[[ Records to process open ]]

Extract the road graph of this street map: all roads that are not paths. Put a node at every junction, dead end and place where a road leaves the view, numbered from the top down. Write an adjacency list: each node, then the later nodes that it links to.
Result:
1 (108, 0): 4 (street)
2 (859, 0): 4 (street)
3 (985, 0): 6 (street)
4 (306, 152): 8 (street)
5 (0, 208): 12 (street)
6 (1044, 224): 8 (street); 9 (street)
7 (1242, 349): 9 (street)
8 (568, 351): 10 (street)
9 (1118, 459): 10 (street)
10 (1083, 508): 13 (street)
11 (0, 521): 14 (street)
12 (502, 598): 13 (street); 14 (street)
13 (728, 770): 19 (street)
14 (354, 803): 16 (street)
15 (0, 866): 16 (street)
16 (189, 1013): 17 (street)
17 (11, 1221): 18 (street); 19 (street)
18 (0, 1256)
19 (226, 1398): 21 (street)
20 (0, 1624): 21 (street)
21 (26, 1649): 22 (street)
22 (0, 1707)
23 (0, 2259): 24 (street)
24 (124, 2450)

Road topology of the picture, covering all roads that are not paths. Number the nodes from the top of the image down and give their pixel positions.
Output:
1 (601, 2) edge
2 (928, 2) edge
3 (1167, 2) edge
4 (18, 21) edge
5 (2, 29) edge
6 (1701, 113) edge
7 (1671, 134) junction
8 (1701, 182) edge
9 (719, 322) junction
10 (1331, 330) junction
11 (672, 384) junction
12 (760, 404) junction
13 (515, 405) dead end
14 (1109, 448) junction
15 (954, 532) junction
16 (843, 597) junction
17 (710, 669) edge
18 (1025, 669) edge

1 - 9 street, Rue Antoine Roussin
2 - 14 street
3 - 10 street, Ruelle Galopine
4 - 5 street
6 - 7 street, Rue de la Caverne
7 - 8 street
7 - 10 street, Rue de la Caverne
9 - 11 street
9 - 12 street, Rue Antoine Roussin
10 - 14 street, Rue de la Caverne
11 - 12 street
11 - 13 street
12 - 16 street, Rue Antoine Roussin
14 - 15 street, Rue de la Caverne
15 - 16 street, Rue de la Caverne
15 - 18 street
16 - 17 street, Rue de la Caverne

[[ Records to process closed ]]

Task to carry out >> Would you please filter the lines above and copy every one that includes "paths"?

Answer space >>
Extract the road graph of this street map: all roads that are not paths. Put a node at every junction, dead end and place where a road leaves the view, numbered from the top down. Write an adjacency list: each node, then the later nodes that it links to.
Road topology of the picture, covering all roads that are not paths. Number the nodes from the top of the image down and give their pixel positions.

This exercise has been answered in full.